Segment Open

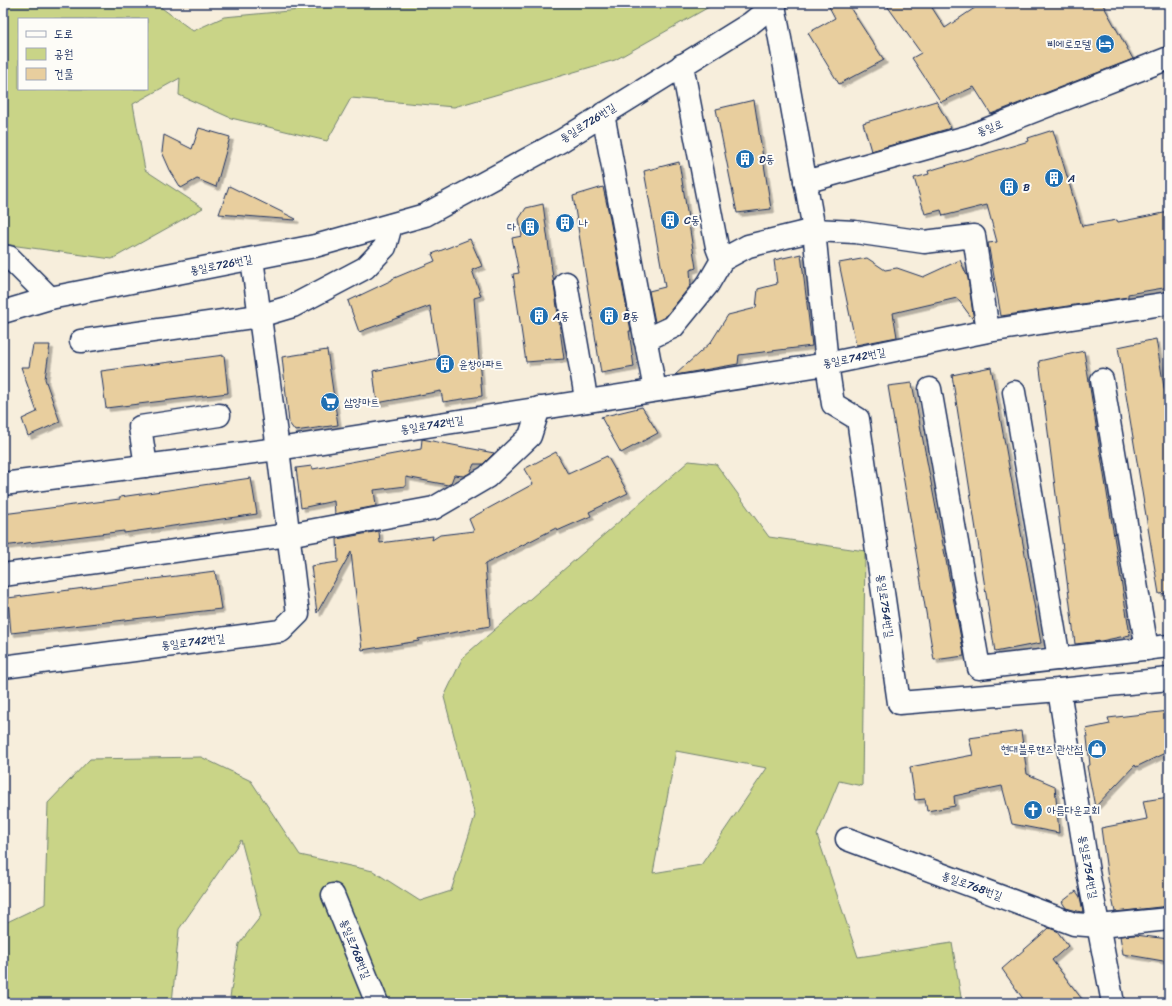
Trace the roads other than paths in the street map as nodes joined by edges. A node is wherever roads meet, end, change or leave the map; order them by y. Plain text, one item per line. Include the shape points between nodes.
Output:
1 (774, 4) edge
2 (1169, 58) edge
3 (682, 65) junction
4 (603, 114) junction
5 (805, 182) junction
6 (391, 225) junction
7 (814, 230) junction
8 (3, 256) edge
9 (252, 259) junction
10 (722, 260) junction
11 (566, 284) dead end
12 (50, 298) junction
13 (1169, 303) edge
14 (3, 312) edge
15 (259, 316) junction
16 (988, 331) junction
17 (645, 340) junction
18 (81, 341) dead end
19 (827, 364) junction
20 (1102, 380) dead end
21 (930, 389) dead end
22 (655, 390) junction
23 (1014, 392) dead end
24 (586, 401) junction
25 (539, 408) junction
26 (218, 415) dead end
27 (278, 449) junction
28 (146, 466) junction
29 (3, 484) edge
30 (288, 535) junction
31 (3, 576) edge
32 (1169, 646) edge
33 (1147, 649) junction
34 (1059, 659) junction
35 (3, 667) edge
36 (1169, 679) edge
37 (1059, 690) junction
38 (847, 839) dead end
39 (334, 895) dead end
40 (1169, 919) edge
41 (1099, 926) junction
42 (377, 1003) edge
43 (1113, 1003) edge

1 - 3 street, 통일로726번길 via 751,23
1 - 5 street
2 - 5 street, 통일로 via 970,136
3 - 4 street, 통일로726번길
3 - 10 street via 717,247
4 - 6 street, 통일로726번길 via 425,215
4 - 17 street
5 - 7 street
6 - 9 street, 통일로726번길 via 316,246
6 - 15 street via 385,247 365,268 293,306
7 - 10 street via 748,246
7 - 16 street via 855,232 924,242 974,236
7 - 19 street
8 - 12 street via 9,257
9 - 12 street, 통일로726번길
9 - 15 street
10 - 17 street via 708,284 673,327
11 - 24 street
12 - 14 street, 통일로726번길
13 - 16 street, 통일로742번길
15 - 18 street
15 - 27 street
16 - 19 street, 통일로742번길
17 - 22 street
19 - 22 street, 통일로742번길
19 - 37 street, 통일로754번길 via 833,404 858,419 899,703
20 - 33 street
21 - 34 street via 979,668
22 - 24 street, 통일로742번길
23 - 34 street
24 - 25 street, 통일로742번길
25 - 27 street, 통일로742번길
25 - 30 street via 530,436 487,477 434,508
26 - 28 street via 140,427
27 - 28 street, 통일로742번길
27 - 30 street, 통일로742번길
28 - 29 street, 통일로742번길
30 - 31 street
30 - 35 street, 통일로742번길 via 298,614 281,631
32 - 33 street
33 - 34 street
36 - 37 street, 통일로754번길
37 - 41 street, 통일로754번길
38 - 41 street, 통일로768번길 via 1074,924
39 - 42 street, 통일로768번길
40 - 41 street, 통일로768번길
41 - 43 street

Segment Closed

## What the task asks
Pick out and copy the lines of the material that include the word "dead".

## The completed task
11 (566, 284) dead end
18 (81, 341) dead end
20 (1102, 380) dead end
21 (930, 389) dead end
23 (1014, 392) dead end
26 (218, 415) dead end
38 (847, 839) dead end
39 (334, 895) dead end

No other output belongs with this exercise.